(Excerpts from a dataset)
►
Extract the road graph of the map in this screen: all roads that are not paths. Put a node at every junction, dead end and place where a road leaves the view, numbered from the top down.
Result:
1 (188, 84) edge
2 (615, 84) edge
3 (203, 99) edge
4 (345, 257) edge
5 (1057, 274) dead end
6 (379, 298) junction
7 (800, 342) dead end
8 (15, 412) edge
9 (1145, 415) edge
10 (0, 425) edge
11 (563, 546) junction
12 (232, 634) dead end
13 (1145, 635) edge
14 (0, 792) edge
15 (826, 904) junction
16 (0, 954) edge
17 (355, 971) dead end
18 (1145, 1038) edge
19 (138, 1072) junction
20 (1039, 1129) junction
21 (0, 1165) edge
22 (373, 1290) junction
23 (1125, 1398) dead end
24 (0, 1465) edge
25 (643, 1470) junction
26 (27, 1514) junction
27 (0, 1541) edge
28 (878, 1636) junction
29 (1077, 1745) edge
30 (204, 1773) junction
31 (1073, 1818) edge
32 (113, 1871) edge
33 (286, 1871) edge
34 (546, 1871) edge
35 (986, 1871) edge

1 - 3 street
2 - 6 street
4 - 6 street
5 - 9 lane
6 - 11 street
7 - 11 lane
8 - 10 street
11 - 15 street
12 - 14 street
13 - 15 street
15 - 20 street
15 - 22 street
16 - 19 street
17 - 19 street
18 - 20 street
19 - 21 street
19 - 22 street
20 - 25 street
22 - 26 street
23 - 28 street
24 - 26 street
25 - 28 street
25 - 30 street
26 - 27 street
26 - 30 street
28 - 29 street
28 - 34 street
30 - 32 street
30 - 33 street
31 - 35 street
◄
►
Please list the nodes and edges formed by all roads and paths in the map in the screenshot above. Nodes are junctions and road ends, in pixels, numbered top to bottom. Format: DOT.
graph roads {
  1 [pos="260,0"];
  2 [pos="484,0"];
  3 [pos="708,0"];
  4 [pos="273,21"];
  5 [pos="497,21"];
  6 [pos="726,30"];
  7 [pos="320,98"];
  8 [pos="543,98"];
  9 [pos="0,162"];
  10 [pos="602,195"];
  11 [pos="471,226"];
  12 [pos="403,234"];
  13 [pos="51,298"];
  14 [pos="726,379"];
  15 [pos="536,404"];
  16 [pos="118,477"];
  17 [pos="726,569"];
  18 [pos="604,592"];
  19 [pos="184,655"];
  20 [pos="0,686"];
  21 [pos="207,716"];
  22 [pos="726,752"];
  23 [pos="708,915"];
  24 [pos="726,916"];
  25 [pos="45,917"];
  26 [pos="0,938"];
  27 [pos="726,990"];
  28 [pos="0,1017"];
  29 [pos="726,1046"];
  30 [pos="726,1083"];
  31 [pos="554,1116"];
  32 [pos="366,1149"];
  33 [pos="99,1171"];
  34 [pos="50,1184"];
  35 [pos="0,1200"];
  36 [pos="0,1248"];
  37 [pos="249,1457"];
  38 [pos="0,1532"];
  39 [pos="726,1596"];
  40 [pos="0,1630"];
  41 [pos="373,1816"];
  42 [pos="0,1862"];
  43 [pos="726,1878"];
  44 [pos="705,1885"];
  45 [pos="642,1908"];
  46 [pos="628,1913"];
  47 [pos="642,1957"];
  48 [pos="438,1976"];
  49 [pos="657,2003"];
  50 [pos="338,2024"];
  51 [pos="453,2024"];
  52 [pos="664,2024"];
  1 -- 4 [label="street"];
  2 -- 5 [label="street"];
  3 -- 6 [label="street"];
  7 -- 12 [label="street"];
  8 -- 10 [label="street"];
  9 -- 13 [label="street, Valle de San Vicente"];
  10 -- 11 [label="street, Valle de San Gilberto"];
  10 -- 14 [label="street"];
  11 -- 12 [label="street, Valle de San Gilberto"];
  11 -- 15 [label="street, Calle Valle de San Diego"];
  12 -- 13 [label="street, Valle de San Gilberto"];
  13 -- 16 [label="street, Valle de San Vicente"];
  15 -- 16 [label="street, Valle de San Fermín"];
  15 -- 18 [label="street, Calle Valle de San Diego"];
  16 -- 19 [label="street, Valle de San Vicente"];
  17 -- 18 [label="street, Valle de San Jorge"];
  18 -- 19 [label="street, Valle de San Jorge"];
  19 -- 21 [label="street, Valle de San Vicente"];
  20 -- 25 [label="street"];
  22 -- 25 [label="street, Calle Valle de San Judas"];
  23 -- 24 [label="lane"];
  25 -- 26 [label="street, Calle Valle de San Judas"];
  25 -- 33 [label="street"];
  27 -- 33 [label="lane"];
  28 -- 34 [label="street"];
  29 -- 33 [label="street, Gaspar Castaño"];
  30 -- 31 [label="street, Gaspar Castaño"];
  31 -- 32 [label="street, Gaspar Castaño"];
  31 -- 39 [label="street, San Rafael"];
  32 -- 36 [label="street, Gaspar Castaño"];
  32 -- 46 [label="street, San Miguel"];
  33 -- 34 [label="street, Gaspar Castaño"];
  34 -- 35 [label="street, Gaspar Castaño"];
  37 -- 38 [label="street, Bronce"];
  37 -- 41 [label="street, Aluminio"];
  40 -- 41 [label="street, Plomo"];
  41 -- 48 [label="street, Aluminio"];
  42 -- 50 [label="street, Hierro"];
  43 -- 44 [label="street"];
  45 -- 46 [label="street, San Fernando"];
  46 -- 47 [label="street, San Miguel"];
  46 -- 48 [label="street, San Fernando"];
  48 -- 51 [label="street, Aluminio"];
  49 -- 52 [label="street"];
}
◄
►
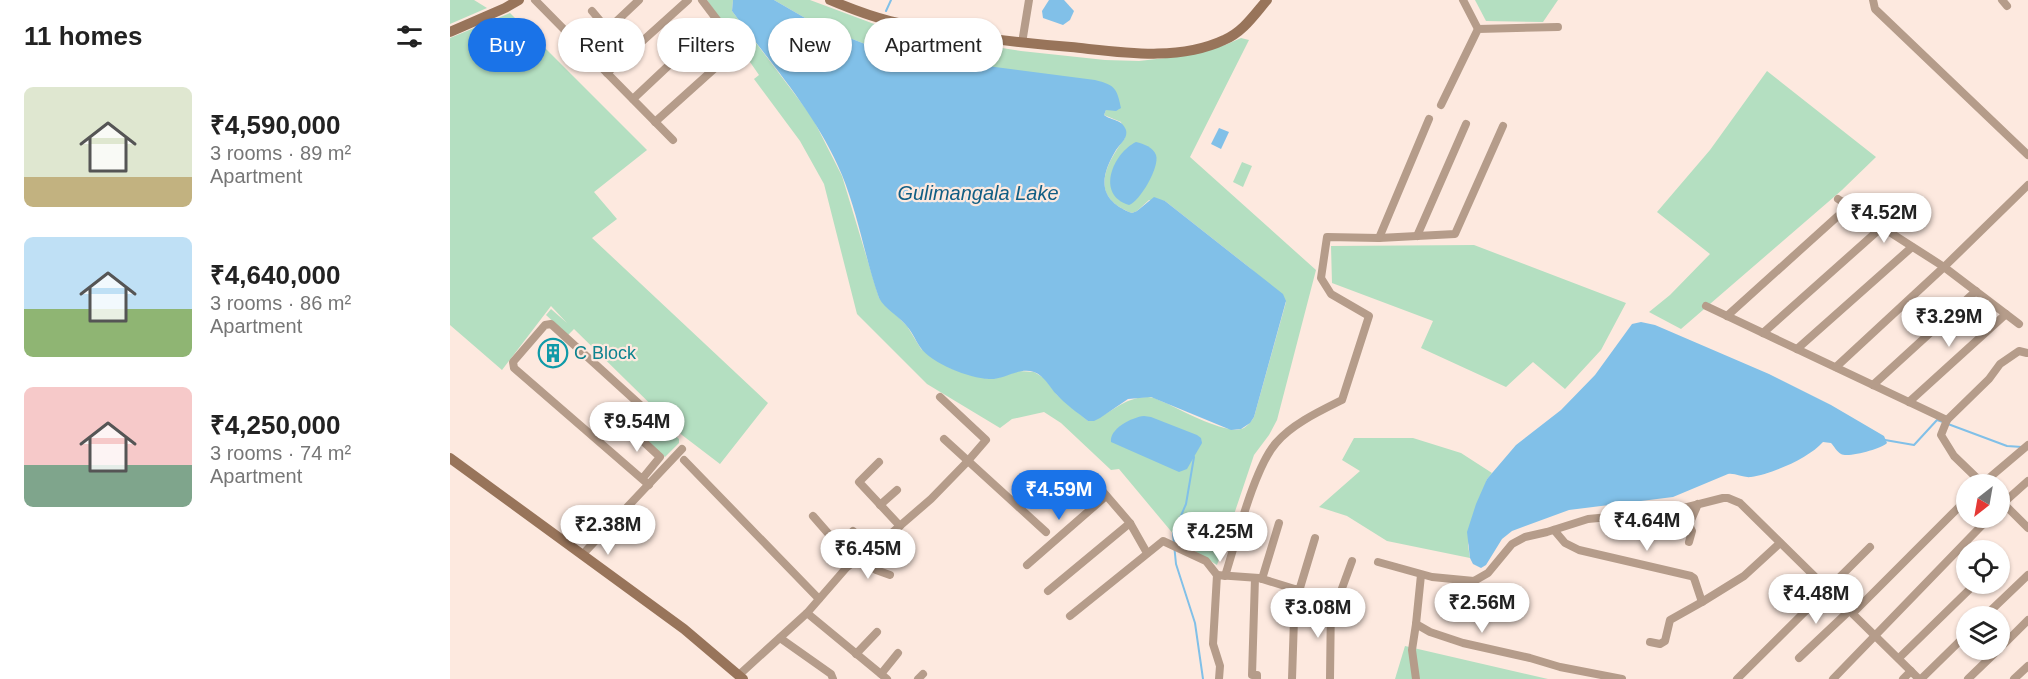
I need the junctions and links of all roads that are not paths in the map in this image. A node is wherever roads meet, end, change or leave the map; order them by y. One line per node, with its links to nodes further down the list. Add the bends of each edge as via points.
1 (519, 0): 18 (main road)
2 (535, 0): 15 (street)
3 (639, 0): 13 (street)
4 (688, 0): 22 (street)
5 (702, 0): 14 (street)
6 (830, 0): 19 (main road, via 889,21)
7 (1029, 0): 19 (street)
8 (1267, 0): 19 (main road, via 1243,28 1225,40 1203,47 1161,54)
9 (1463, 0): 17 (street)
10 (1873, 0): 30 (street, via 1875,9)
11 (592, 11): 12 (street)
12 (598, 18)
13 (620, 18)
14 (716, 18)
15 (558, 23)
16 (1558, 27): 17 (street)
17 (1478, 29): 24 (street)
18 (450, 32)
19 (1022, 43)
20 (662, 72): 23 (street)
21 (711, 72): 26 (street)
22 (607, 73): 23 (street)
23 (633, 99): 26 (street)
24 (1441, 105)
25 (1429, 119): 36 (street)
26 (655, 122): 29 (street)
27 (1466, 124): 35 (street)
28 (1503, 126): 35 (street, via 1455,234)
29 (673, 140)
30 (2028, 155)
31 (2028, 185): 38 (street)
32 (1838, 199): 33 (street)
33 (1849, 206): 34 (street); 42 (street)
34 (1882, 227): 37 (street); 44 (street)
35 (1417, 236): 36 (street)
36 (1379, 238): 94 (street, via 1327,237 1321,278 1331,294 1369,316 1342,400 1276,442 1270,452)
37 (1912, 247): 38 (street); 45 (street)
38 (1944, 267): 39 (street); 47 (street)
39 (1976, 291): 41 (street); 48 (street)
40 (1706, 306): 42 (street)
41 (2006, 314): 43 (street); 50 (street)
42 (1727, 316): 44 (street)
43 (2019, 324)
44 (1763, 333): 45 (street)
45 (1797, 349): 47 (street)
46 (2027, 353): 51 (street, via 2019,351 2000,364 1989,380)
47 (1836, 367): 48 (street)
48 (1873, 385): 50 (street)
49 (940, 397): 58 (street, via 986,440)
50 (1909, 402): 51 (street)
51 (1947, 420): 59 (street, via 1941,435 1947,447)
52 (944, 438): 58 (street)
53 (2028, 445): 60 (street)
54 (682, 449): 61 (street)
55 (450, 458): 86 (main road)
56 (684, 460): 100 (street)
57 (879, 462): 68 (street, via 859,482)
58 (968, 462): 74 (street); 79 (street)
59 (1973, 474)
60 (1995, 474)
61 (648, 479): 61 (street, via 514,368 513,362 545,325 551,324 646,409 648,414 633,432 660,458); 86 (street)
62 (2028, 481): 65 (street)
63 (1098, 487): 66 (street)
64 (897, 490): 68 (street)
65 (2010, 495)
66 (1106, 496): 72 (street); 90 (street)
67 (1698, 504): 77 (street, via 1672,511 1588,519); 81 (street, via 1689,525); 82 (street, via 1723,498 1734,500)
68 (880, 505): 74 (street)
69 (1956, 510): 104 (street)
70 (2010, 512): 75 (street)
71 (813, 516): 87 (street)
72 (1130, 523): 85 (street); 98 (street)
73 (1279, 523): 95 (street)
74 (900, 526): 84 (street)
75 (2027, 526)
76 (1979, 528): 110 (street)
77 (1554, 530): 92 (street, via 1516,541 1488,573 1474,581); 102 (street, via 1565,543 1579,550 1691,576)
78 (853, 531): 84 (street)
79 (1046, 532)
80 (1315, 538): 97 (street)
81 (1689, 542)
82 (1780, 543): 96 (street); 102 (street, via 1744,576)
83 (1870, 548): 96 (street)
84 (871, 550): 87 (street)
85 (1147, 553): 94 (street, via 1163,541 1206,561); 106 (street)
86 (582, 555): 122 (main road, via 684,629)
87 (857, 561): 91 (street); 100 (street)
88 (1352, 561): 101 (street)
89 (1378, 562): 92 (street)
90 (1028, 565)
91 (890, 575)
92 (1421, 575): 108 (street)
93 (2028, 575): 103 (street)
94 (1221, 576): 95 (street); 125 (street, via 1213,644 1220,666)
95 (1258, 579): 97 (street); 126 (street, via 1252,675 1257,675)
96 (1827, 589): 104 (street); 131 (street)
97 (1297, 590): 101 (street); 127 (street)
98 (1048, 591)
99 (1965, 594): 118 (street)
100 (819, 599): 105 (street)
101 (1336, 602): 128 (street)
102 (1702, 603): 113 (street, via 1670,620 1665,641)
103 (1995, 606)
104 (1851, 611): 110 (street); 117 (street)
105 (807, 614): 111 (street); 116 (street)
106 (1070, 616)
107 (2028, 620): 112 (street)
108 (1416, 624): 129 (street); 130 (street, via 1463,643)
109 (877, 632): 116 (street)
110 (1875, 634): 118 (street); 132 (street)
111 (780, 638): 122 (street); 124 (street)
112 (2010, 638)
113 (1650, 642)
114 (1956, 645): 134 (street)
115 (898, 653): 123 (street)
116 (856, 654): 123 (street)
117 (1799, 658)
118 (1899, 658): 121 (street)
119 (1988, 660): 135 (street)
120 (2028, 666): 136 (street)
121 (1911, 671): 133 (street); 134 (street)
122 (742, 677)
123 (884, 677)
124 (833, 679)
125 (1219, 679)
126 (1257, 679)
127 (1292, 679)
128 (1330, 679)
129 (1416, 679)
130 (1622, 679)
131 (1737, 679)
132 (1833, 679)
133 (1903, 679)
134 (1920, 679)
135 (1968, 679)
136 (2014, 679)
◄
▶ [Required work] All the lines that hold the word "list" must appear in the answer, copied from the records.

▶ [Completed task]
Please list the nodes and edges formed by all roads and paths in the map in the screenshot above. Nodes are junctions and road ends, in pixels, numbered top to bottom. Format: DOT.
I need the junctions and links of all roads that are not paths in the map in this image. A node is wherever roads meet, end, change or leave the map; order them by y. One line per node, with its links to nodes further down the list. Add the bends of each edge as via points.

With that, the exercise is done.